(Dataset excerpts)
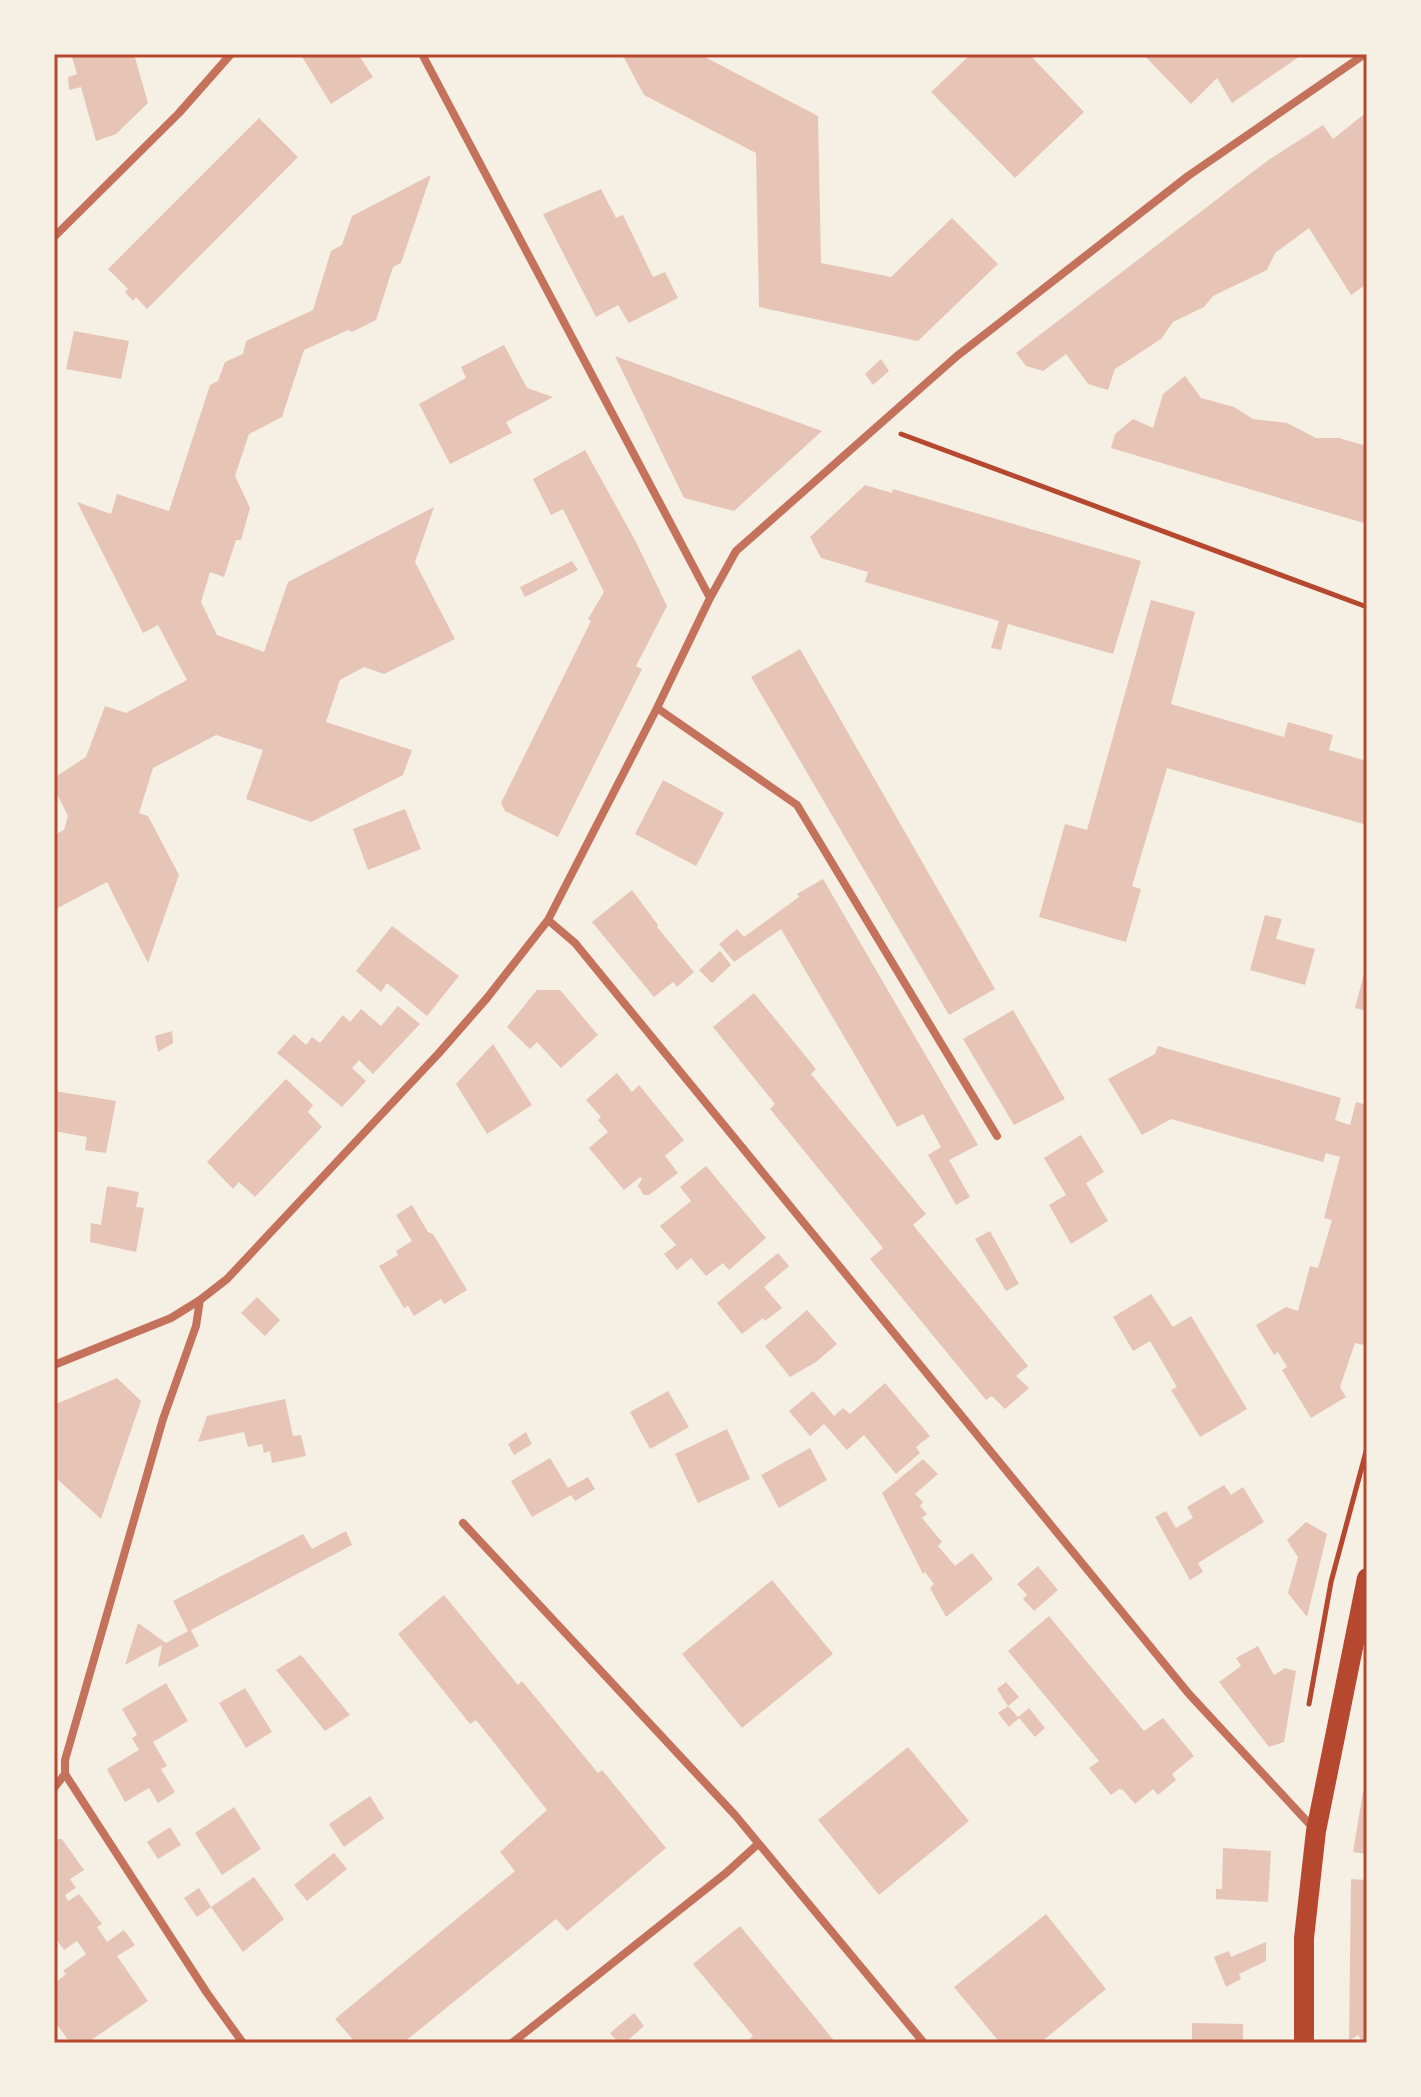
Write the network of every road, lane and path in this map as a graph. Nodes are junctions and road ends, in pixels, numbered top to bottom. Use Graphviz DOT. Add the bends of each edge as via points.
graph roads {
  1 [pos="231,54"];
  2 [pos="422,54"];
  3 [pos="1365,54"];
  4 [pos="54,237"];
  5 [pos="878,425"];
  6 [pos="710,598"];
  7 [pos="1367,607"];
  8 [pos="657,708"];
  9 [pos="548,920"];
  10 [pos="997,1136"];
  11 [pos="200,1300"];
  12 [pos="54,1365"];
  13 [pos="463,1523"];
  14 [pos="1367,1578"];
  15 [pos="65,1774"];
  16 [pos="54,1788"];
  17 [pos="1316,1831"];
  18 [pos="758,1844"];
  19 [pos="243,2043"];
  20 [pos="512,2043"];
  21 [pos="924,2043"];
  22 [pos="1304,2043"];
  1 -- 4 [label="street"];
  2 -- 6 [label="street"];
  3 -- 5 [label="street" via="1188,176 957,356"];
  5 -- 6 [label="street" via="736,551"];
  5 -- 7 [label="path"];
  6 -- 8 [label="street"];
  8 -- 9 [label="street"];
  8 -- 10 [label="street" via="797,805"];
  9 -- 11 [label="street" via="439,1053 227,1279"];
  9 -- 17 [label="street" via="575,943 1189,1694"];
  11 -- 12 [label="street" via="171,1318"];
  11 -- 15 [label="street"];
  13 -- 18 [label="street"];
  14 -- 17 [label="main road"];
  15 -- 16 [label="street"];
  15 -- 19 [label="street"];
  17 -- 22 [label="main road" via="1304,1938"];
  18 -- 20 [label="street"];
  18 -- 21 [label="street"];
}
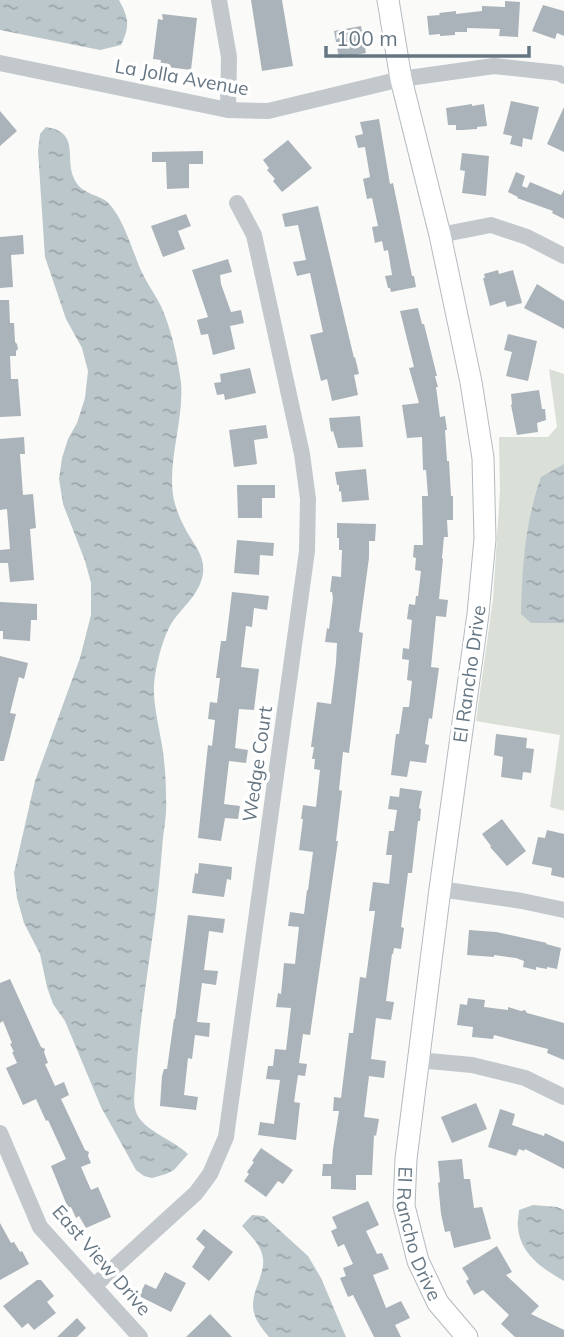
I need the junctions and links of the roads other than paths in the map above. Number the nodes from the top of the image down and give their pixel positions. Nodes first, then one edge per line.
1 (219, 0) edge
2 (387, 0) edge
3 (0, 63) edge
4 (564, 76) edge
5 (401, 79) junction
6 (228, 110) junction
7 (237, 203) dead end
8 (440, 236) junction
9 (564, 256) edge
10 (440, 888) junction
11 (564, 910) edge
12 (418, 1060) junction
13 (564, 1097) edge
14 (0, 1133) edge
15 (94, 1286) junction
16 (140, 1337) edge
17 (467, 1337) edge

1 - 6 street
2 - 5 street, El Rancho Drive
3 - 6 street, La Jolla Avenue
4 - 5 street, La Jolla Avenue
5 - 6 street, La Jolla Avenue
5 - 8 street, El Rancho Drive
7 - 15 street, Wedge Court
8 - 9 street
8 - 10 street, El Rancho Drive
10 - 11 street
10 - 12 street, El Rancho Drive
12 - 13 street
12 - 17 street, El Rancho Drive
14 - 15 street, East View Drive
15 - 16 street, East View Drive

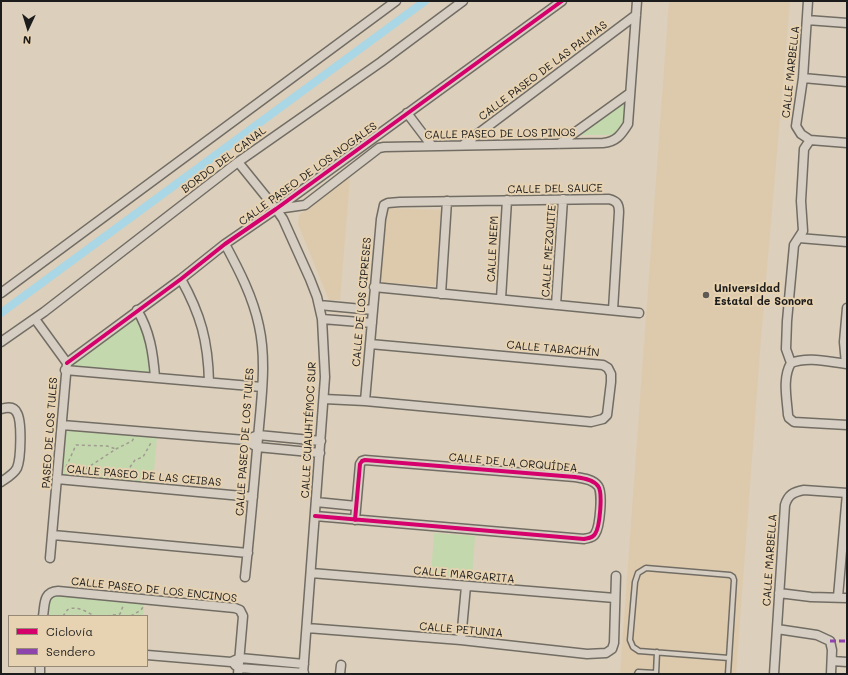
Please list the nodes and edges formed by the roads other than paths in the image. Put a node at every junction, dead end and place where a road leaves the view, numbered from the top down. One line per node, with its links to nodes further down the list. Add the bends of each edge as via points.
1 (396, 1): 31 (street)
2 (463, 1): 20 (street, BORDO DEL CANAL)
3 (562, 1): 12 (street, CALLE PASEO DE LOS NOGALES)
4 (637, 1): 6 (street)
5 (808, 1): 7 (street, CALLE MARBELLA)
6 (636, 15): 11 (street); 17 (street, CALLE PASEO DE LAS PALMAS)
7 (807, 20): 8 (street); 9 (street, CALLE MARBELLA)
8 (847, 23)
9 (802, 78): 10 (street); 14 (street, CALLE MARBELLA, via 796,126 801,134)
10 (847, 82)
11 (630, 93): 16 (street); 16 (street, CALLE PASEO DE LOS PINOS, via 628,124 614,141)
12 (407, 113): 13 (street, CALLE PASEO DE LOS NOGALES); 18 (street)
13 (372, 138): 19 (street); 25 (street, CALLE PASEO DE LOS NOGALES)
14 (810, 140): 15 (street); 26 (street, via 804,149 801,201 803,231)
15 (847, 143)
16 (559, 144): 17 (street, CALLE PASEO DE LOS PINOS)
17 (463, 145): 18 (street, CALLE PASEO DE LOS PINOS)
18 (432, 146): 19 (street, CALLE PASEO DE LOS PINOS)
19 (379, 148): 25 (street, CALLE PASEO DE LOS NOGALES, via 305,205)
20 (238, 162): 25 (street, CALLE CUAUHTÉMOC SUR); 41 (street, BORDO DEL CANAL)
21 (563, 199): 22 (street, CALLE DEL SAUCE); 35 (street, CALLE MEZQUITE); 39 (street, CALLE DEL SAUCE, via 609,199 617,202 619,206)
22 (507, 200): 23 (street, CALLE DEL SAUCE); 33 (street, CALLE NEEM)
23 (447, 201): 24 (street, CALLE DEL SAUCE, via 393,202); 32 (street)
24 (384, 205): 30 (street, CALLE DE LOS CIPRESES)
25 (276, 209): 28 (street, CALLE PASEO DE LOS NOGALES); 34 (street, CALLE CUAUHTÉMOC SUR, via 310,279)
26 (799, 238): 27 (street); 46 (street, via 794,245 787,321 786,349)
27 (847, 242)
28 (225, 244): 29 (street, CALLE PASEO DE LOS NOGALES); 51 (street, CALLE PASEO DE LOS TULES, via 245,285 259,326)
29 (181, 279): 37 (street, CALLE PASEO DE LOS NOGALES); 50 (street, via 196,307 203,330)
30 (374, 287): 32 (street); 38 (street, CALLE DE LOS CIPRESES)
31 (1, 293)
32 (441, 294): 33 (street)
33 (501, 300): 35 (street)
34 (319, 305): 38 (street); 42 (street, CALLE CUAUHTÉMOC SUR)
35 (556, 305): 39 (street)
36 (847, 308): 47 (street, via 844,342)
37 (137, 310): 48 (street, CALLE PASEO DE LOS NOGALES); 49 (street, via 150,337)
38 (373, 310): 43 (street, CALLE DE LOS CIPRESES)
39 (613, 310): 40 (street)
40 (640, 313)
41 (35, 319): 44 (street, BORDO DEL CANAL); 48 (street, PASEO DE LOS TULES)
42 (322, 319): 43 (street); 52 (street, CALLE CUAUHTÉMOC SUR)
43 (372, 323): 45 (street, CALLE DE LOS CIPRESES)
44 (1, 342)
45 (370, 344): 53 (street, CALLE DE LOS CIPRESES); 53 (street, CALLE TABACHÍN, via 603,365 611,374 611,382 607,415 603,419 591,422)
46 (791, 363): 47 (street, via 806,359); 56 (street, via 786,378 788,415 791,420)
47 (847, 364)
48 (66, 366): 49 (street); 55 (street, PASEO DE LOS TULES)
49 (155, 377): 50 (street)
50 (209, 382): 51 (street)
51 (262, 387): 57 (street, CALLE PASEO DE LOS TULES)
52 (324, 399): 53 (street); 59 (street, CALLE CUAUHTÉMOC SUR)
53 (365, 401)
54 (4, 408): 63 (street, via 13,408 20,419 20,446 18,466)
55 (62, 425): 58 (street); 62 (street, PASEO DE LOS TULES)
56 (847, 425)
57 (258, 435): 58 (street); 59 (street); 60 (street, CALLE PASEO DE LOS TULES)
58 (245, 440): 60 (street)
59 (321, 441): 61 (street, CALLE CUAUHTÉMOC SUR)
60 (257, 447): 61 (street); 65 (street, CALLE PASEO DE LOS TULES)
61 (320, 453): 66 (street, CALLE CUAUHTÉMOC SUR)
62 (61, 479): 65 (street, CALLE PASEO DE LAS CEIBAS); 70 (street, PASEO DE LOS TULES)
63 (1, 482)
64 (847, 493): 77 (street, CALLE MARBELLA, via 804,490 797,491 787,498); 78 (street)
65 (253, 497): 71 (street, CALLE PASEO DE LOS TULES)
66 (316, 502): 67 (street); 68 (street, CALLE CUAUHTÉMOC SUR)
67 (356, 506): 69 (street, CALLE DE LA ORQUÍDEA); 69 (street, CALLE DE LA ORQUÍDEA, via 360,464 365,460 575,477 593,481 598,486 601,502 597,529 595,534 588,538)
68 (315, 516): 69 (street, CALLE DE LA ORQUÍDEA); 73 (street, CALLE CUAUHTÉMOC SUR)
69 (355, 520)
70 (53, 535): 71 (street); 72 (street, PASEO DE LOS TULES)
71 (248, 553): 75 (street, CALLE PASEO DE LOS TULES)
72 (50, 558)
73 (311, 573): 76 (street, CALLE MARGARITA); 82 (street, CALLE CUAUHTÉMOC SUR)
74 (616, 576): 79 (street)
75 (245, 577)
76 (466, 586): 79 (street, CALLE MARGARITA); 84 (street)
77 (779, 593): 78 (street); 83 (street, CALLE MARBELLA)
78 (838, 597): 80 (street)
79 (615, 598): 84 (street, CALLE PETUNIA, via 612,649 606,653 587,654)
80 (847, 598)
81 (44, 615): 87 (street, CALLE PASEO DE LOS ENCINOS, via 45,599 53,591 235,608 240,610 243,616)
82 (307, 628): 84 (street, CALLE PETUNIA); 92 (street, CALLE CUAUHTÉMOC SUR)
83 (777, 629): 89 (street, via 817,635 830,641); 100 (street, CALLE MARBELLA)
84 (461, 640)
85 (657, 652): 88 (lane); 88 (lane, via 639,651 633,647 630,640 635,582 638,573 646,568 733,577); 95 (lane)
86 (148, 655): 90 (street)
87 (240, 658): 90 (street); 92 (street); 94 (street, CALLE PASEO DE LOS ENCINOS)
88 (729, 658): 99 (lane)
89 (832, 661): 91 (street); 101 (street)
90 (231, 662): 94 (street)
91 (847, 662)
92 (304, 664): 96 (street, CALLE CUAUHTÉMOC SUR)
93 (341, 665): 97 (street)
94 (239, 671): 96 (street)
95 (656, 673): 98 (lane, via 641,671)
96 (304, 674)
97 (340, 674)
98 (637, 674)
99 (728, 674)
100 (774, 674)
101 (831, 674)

**Work to be completed:**
All lines above that include the word "Jolla" should be located and copied.

**Finished exercise:**
3 - 6 street, La Jolla Avenue
4 - 5 street, La Jolla Avenue
5 - 6 street, La Jolla Avenue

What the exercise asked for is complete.